PROBLEM TO WORK ON:
Show the lines of the material that contain the word "roads".

AVAILABLE DATA:
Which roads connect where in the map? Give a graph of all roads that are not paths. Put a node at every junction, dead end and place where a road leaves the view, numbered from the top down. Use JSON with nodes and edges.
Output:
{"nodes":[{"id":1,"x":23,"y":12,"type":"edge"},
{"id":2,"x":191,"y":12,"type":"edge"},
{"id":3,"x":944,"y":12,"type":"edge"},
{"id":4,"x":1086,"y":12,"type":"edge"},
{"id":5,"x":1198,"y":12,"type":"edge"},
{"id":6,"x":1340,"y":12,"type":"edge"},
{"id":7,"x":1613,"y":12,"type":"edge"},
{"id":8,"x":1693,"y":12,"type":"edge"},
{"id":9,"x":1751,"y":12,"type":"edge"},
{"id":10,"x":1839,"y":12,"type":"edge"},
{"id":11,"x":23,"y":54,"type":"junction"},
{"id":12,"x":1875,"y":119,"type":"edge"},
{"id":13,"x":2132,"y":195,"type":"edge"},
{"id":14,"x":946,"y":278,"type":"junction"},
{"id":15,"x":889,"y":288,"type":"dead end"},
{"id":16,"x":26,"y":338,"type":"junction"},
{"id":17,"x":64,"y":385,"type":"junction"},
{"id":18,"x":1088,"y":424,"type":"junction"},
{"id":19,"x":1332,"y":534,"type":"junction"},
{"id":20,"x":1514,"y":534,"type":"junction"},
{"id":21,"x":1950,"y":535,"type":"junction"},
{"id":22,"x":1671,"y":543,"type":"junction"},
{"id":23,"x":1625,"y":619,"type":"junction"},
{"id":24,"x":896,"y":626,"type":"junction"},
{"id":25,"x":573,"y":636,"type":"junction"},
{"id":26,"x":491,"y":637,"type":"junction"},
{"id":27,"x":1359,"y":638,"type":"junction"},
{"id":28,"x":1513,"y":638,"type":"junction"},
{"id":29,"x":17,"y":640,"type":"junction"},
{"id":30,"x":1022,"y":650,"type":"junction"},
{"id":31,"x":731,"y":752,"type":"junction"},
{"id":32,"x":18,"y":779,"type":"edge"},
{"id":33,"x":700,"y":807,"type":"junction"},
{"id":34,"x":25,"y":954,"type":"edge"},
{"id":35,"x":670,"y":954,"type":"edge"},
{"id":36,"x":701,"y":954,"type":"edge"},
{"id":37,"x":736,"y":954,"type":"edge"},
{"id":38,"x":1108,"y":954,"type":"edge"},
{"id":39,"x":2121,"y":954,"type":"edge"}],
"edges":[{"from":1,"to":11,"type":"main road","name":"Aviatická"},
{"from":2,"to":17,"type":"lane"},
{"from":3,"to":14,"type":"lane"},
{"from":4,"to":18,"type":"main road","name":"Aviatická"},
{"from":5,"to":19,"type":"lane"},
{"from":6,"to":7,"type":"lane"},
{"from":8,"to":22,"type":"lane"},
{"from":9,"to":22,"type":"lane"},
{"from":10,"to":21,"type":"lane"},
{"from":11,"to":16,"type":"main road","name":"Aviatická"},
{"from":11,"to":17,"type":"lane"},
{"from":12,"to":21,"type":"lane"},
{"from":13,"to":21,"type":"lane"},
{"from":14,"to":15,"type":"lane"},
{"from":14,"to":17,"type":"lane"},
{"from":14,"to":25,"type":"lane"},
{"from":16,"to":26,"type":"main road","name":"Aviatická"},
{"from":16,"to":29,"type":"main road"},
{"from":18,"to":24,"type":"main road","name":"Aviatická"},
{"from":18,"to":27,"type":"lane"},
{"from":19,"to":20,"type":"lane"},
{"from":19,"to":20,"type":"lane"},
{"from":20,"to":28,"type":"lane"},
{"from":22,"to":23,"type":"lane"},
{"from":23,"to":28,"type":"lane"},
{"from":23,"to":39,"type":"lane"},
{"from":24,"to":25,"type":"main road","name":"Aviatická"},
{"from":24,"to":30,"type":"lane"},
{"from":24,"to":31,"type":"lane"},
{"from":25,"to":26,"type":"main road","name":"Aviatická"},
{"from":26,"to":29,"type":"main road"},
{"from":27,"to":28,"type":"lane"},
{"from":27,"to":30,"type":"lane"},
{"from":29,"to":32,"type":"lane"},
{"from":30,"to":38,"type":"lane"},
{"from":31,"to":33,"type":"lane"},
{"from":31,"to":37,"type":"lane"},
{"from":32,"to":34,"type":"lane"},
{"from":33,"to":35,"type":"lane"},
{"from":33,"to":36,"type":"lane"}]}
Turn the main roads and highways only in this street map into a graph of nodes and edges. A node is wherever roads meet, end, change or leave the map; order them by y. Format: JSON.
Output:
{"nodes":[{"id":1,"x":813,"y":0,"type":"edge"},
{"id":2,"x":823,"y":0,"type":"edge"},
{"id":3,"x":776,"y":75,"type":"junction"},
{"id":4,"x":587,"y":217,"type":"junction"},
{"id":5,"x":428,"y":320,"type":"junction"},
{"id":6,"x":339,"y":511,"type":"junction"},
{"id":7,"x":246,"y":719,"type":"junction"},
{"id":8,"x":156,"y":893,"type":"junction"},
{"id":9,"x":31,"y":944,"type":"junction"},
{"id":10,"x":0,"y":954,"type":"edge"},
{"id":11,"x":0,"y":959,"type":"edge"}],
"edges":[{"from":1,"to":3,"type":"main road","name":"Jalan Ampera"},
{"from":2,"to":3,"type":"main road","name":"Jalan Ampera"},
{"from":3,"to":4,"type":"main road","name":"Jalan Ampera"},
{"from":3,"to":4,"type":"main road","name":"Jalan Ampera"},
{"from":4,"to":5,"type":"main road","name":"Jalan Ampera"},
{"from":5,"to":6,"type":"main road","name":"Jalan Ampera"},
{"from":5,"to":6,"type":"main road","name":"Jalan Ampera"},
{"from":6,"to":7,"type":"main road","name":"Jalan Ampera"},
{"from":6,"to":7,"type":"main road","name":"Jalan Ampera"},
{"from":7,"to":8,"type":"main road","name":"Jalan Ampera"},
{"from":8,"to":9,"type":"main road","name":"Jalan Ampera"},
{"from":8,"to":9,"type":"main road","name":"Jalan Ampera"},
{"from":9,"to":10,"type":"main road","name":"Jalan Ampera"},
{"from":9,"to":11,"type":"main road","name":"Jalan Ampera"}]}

EXERCISE SOLUTION:
Which roads connect where in the map? Give a graph of all roads that are not paths. Put a node at every junction, dead end and place where a road leaves the view, numbered from the top down. Use JSON with nodes and edges.
Turn the main roads and highways only in this street map into a graph of nodes and edges. A node is wherever roads meet, end, change or leave the map; order them by y. Format: JSON.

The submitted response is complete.